Thanks, Earl. Your utility ran like a charm, and confirmed that my effort
to adapt Enrico's code to this purpose had not gone astray, which is to
say, I found no funky characters. Your help is greatly appreciated.
Sincerely, andrewH


On Tue, Dec 10, 2013 at 7:35 AM, Earl F Glynn [via R] <
ml-node+s789695n4681952...@n4.nabble.com> wrote:

> andrewH wrote:
>
> > However, my suspicion is that there are some funky characters, either
> > control characters or characters with some non-standard encoding,
> somewhere
> > in this 14 gig file.
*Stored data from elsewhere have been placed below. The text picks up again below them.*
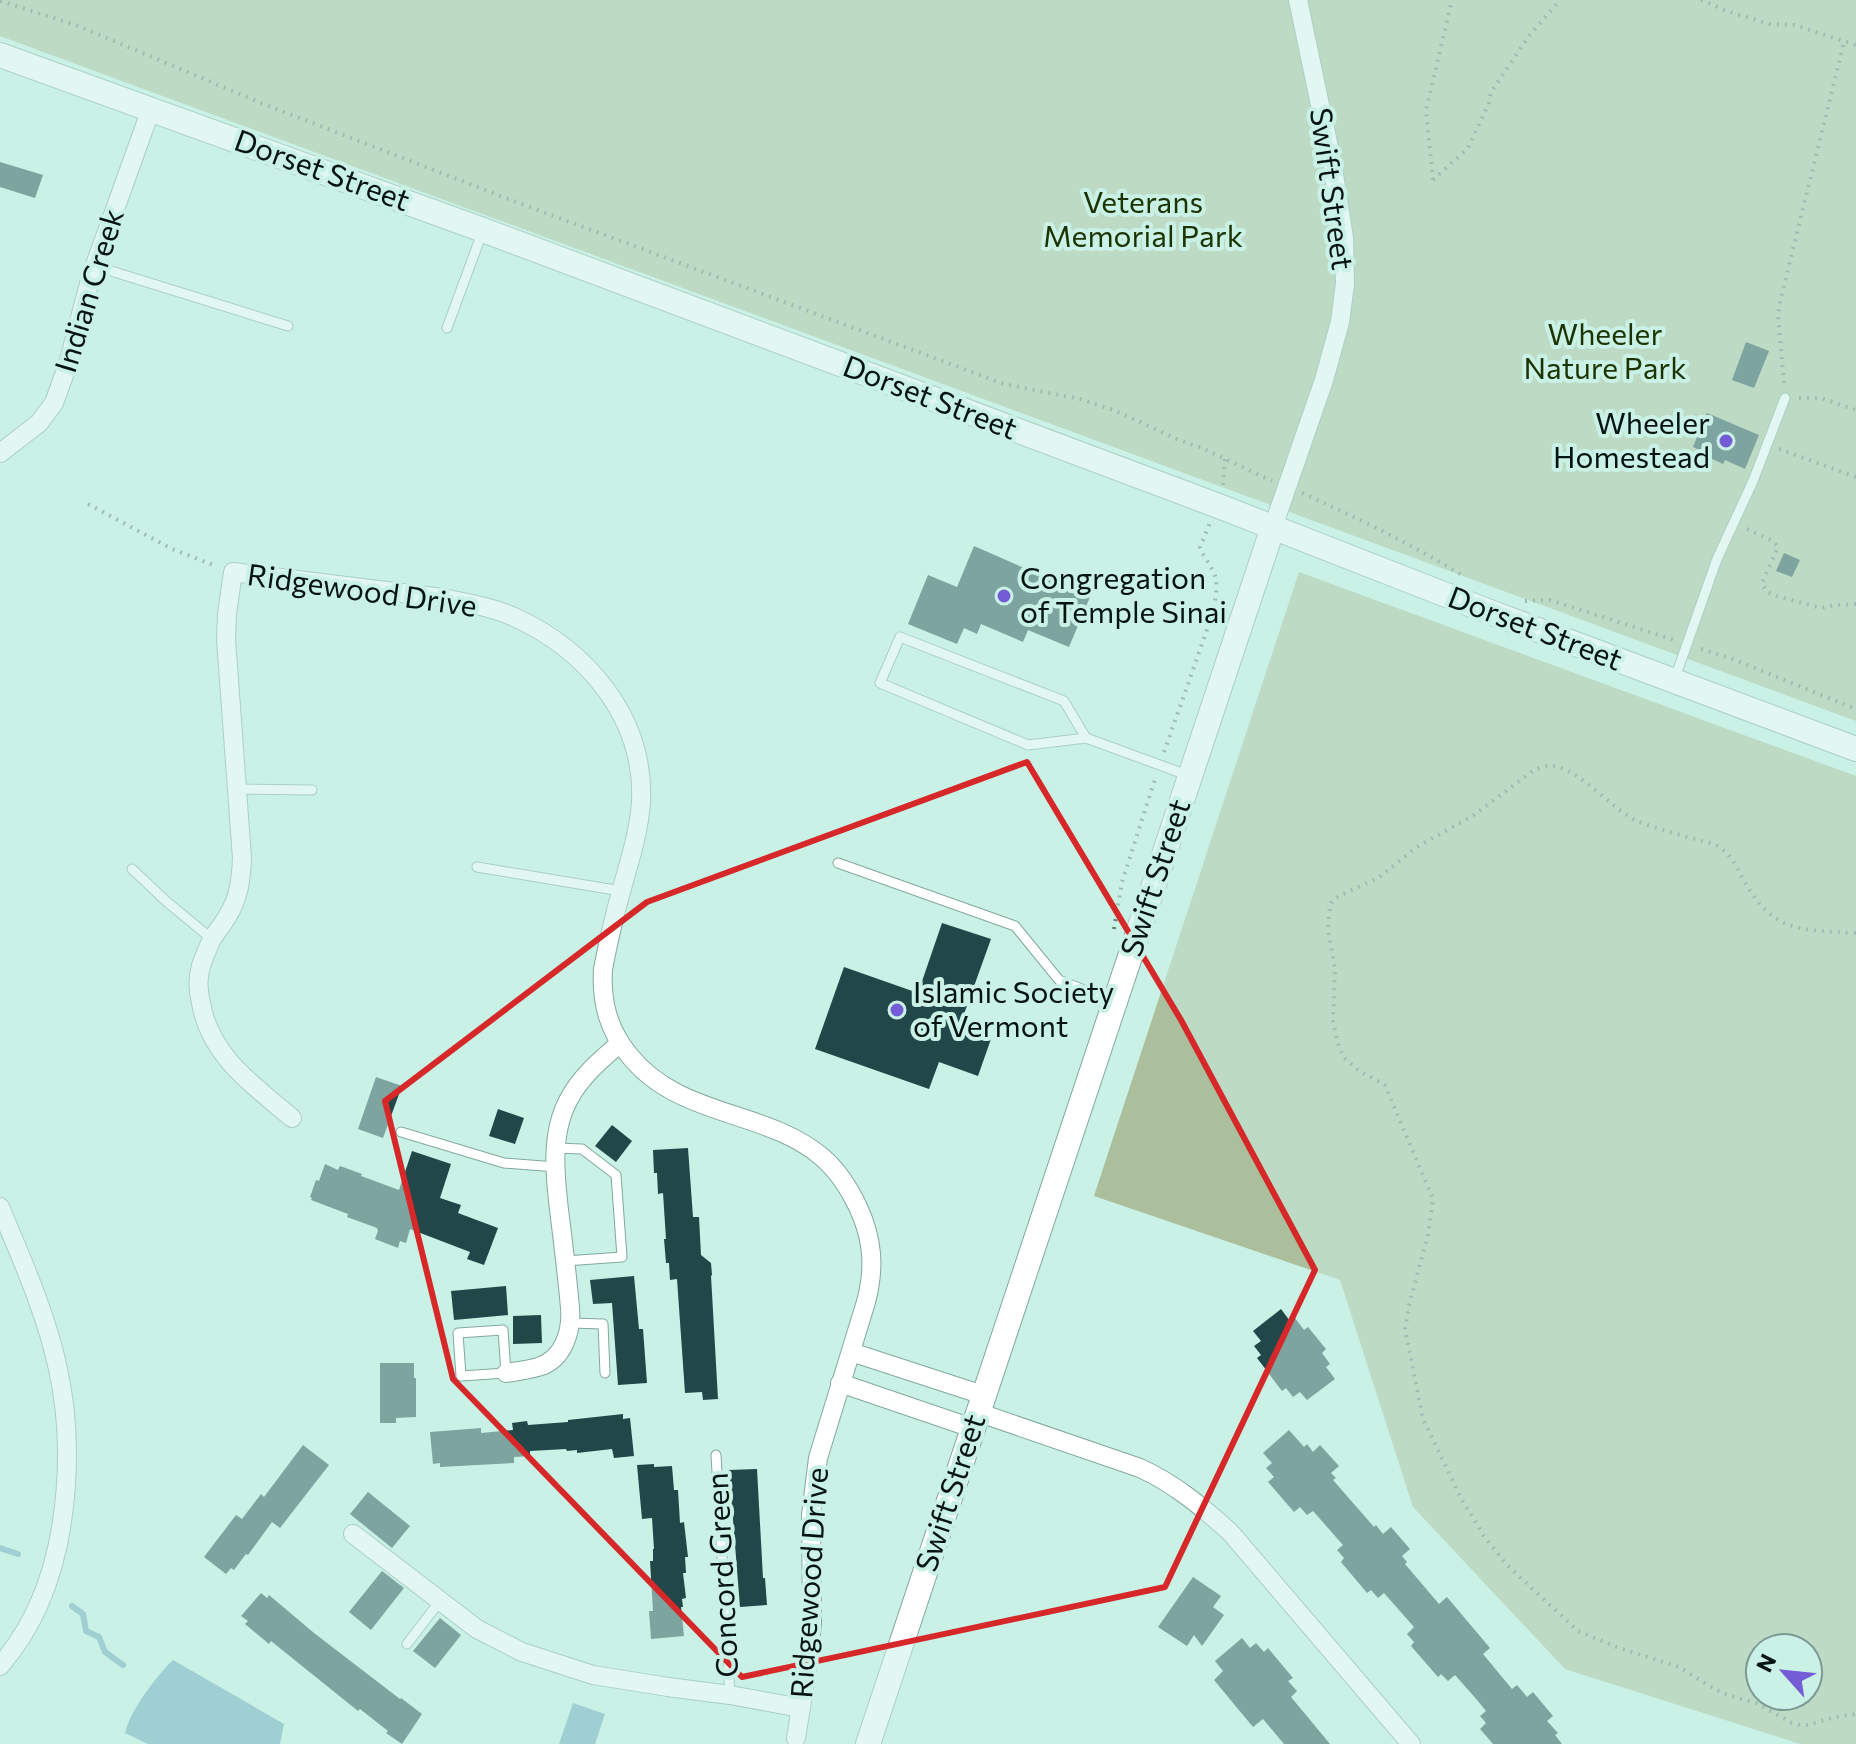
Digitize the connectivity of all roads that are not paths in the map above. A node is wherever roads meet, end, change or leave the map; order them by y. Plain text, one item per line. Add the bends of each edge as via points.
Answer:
1 (1298, 0) edge
2 (0, 55) edge
3 (151, 109) junction
4 (483, 230) junction
5 (95, 266) junction
6 (288, 326) dead end
7 (447, 328) dead end
8 (1785, 398) road end
9 (0, 453) edge
10 (1273, 527) junction
11 (1674, 681) junction
12 (1086, 738) junction
13 (1856, 749) edge
14 (1190, 776) junction
15 (238, 789) junction
16 (312, 790) dead end
17 (838, 863) dead end
18 (477, 867) dead end
19 (132, 869) dead end
20 (621, 891) junction
21 (212, 939) junction
22 (1115, 1002) junction
23 (619, 1044) junction
24 (292, 1118) dead end
25 (401, 1132) dead end
26 (556, 1158) junction
27 (0, 1207) edge
28 (565, 1261) junction
29 (571, 1323) junction
30 (851, 1352) junction
31 (506, 1373) junction
32 (605, 1373) dead end
33 (840, 1383) junction
34 (977, 1412) junction
35 (716, 1455) dead end
36 (353, 1534) dead end
37 (440, 1601) junction
38 (407, 1644) dead end
39 (0, 1666) edge
40 (730, 1695) junction
41 (801, 1708) junction
42 (796, 1738) dead end
43 (868, 1744) edge
44 (1411, 1744) edge

1 - 10 street, Swift Street via 1332,162 1345,284 1332,351
2 - 3 street, Dorset Street
3 - 4 street, Dorset Street
3 - 5 street, Indian Creek
4 - 7 lane
4 - 10 street, Dorset Street
5 - 6 lane
5 - 9 street, Indian Creek via 54,403 39,423
8 - 11 lane via 1712,570
10 - 11 street, Dorset Street
10 - 14 street, Swift Street
11 - 13 street, Dorset Street
12 - 12 lane via 1064,701 900,637 880,683 1028,745
12 - 14 lane
14 - 22 street, Swift Street
15 - 16 lane
15 - 20 street, Ridgewood Drive via 226,639 233,572 470,603 512,616 547,635 578,658 618,707 638,762 641,800
15 - 21 street via 240,888
17 - 22 lane via 1015,926 1059,980
18 - 20 lane
19 - 21 lane
20 - 23 street, Ridgewood Drive via 602,989
21 - 24 street via 198,983 208,1030 240,1074
22 - 34 street, Swift Street
23 - 26 street via 568,1100
23 - 30 street, Ridgewood Drive via 672,1092 804,1144 836,1172 860,1211 873,1263
25 - 26 lane via 504,1163
26 - 28 street
26 - 28 lane via 582,1149 616,1175 622,1257
27 - 39 street via 52,1346 63,1398 66,1458 62,1517 50,1575 26,1631
28 - 29 street
29 - 31 street via 552,1360
29 - 32 lane via 603,1324
30 - 33 street, Ridgewood Drive
30 - 34 street
31 - 31 lane via 503,1330 458,1333 461,1376
33 - 34 street
33 - 41 street, Ridgewood Drive via 813,1486 812,1623
34 - 43 street, Swift Street
34 - 44 street via 1140,1468 1193,1500 1230,1532
35 - 40 lane, Concord Green
36 - 37 street
37 - 38 lane
37 - 40 street via 477,1629 522,1652 593,1675
40 - 41 street
41 - 42 street, Ridgewood Drive

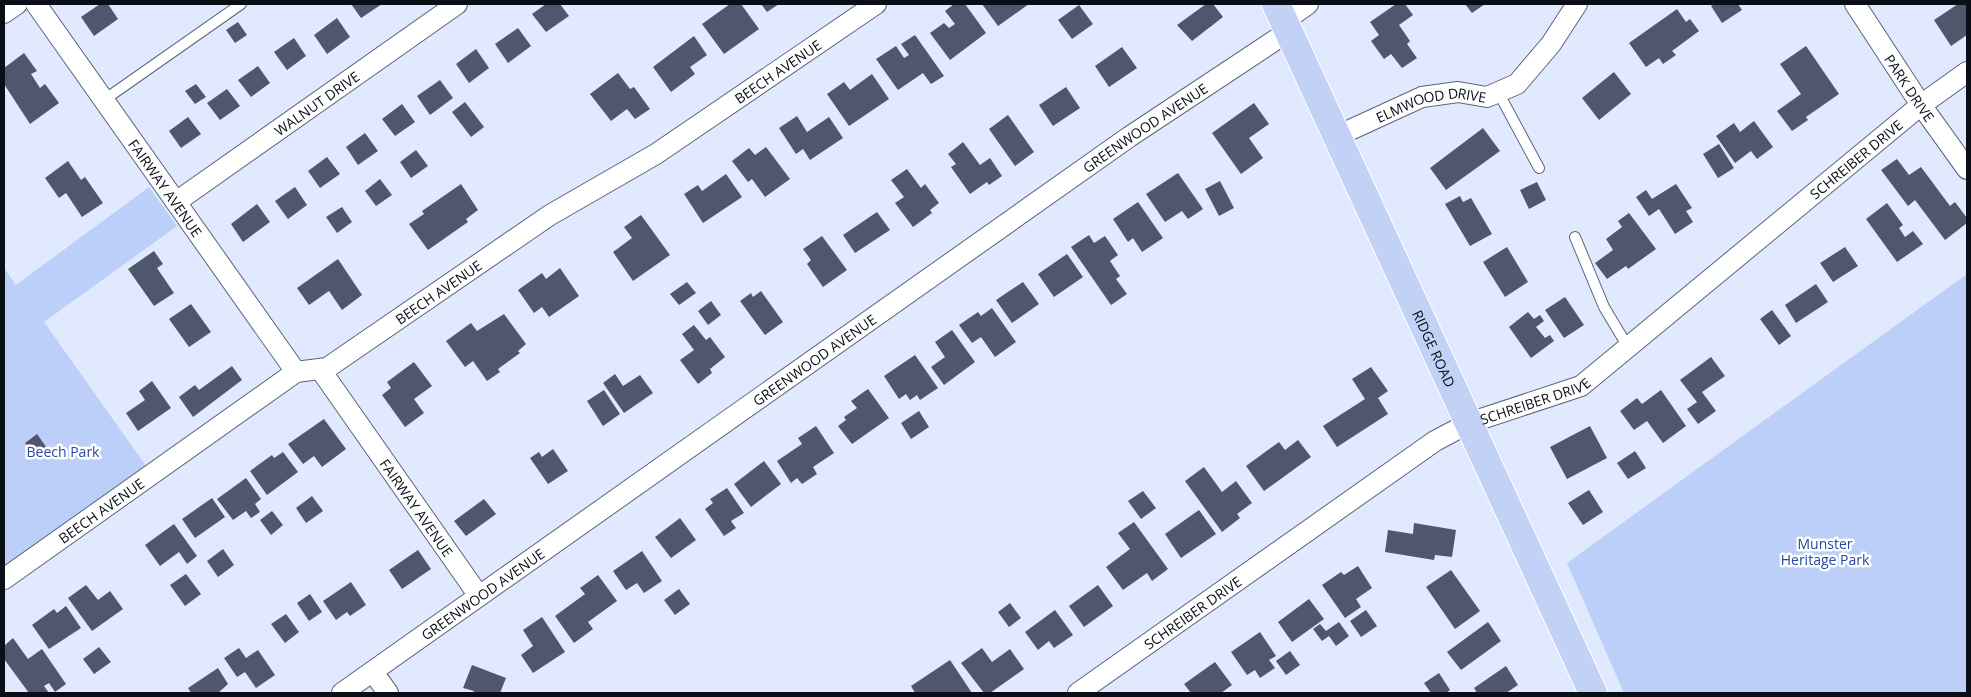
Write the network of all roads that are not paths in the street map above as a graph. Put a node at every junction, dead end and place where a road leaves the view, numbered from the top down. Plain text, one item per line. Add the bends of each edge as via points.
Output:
1 (16, 4) edge
2 (36, 4) edge
3 (241, 4) edge
4 (457, 4) edge
5 (876, 4) edge
6 (1308, 4) edge
7 (1577, 4) edge
8 (1855, 4) edge
9 (4, 13) edge
10 (1283, 18) edge
11 (1967, 72) edge
12 (1498, 92) junction
13 (104, 100) junction
14 (1921, 105) junction
15 (1337, 136) junction
16 (1539, 168) dead end
17 (1967, 169) edge
18 (176, 202) junction
19 (1575, 237) dead end
20 (1628, 347) junction
21 (320, 369) junction
22 (296, 372) junction
23 (1469, 423) junction
24 (4, 579) edge
25 (479, 596) junction
26 (373, 672) junction
27 (342, 693) edge
28 (388, 693) edge
29 (1078, 693) edge
30 (1593, 693) edge

1 - 9 street
2 - 13 street, FAIRWAY AVENUE
3 - 13 lane
4 - 18 street, WALNUT DRIVE
5 - 21 street, BEECH AVENUE via 656,154 550,216 327,368
6 - 10 street, GREENWOOD AVENUE
7 - 12 street, ELMWOOD DRIVE via 1551,44 1517,84
8 - 14 street, PARK DRIVE
10 - 15 main road, RIDGE ROAD
10 - 25 street, GREENWOOD AVENUE via 1129,137
11 - 14 street, SCHREIBER DRIVE
12 - 15 street, ELMWOOD DRIVE via 1487,97 1458,92 1422,97
12 - 16 lane
13 - 18 street, FAIRWAY AVENUE
14 - 17 street, PARK DRIVE
14 - 20 street, SCHREIBER DRIVE
15 - 23 main road, RIDGE ROAD
18 - 22 street, FAIRWAY AVENUE
19 - 20 lane via 1604,307
20 - 23 street, SCHREIBER DRIVE via 1581,386
21 - 22 street, BEECH AVENUE
21 - 25 street, FAIRWAY AVENUE
22 - 24 street, BEECH AVENUE
23 - 29 street, SCHREIBER DRIVE via 1435,441
23 - 30 main road, RIDGE ROAD
25 - 26 street, GREENWOOD AVENUE
26 - 27 street, GREENWOOD AVENUE
26 - 28 street

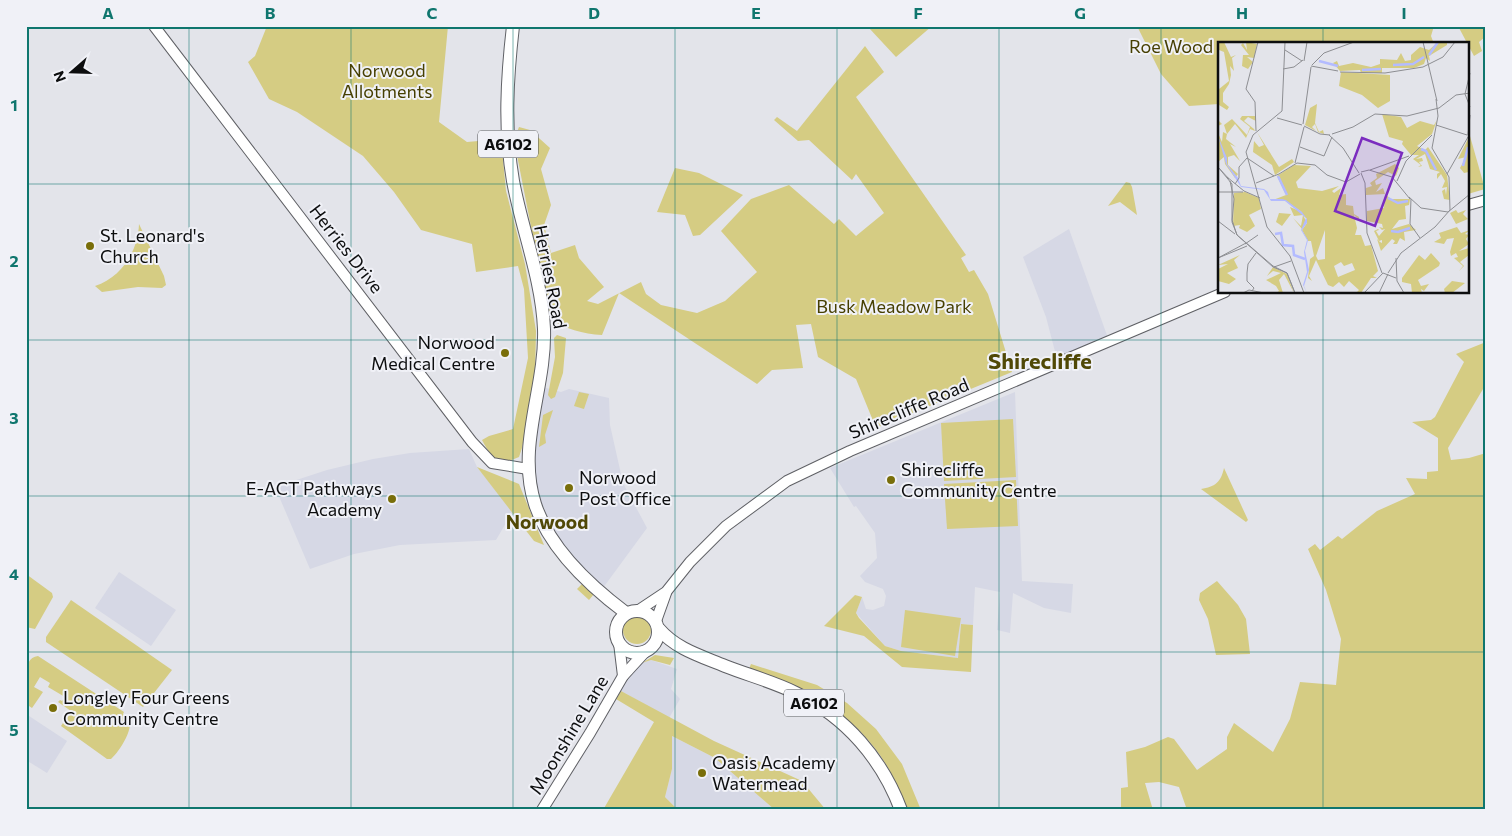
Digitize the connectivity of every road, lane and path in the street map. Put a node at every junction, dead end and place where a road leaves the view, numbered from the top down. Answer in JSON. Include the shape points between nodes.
{"nodes":[{"id":1,"x":154,"y":26,"type":"edge"},
{"id":2,"x":513,"y":26,"type":"edge"},
{"id":3,"x":1486,"y":200,"type":"edge"},
{"id":4,"x":1470,"y":204,"type":"edge"},
{"id":5,"x":1220,"y":294,"type":"edge"},
{"id":6,"x":528,"y":469,"type":"junction"},
{"id":7,"x":666,"y":592,"type":"junction"},
{"id":8,"x":606,"y":598,"type":"junction"},
{"id":9,"x":632,"y":612,"type":"junction"},
{"id":10,"x":657,"y":626,"type":"junction"},
{"id":11,"x":616,"y":627,"type":"junction"},
{"id":12,"x":619,"y":643,"type":"junction"},
{"id":13,"x":648,"y":650,"type":"junction"},
{"id":14,"x":683,"y":650,"type":"junction"},
{"id":15,"x":622,"y":676,"type":"junction"},
{"id":16,"x":542,"y":810,"type":"edge"},
{"id":17,"x":901,"y":810,"type":"edge"}],
"edges":[{"from":1,"to":6,"type":"street","name":"Herries Drive","via":[[472,442],[492,463]]},
{"from":2,"to":6,"type":"main road","name":"Herries Road","number":"A6102","via":[[507,95],[508,153],[544,327],[543,368],[528,436]]},
{"from":3,"to":4,"type":"street"},
{"from":5,"to":7,"type":"street","name":"Shirecliffe Road","via":[[850,451],[787,482],[745,510],[709,541]]},
{"from":6,"to":8,"type":"main road","name":"Herries Road","number":"A6102","via":[[537,512],[569,560]]},
{"from":7,"to":9,"type":"street","name":"Shirecliffe Road"},
{"from":7,"to":10,"type":"street","name":"Shirecliffe Road"},
{"from":8,"to":9,"type":"main road","number":"A6102"},
{"from":8,"to":11,"type":"main road","number":"A6102"},
{"from":9,"to":10,"type":"main road","number":"A6102","via":[[646,612]]},
{"from":9,"to":11,"type":"main road"},
{"from":10,"to":13,"type":"main road","via":[[657,639]]},
{"from":10,"to":14,"type":"main road","number":"A6102"},
{"from":11,"to":12,"type":"main road","number":"A6102"},
{"from":12,"to":13,"type":"main road","number":"A6102","via":[[628,651],[640,653]]},
{"from":12,"to":15,"type":"street","name":"Moonshine Lane"},
{"from":13,"to":14,"type":"main road","number":"A6102"},
{"from":13,"to":15,"type":"street","name":"Moonshine Lane"},
{"from":14,"to":17,"type":"main road","number":"A6102","via":[[796,693],[835,716],[866,748]]},
{"from":15,"to":16,"type":"street","name":"Moonshine Lane"}]}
Moreover, I am concerned that these characters may
> > cause me trouble down the road even if I use a different approach to
> getting
> > columns out of the file.
>
> This is not an R solution, but here's a Windows utility I wrote to
> produce a table of frequency counts for all hex characters x00 to xFF in
> a file.
>
> http://www.efg2.com/Lab/OtherProjects/CharCount.ZIP
>
> Normally, you'll want to scrutinize anything below x20 or above x7F,
> since ASCII printable characters are in the range x20 to x7E. You can
> see how many tab (x09) characters are in the file, and whether the line
> endings are from Linux (x0A) or Windows (paired x0A and x0D).
>
>
> The ZIP includes Delphi source code, but provides a Windows executable.
>   I made a change several months ago to allow drag-and-drop, so you can
> just drop the file on the application to have the characters counted.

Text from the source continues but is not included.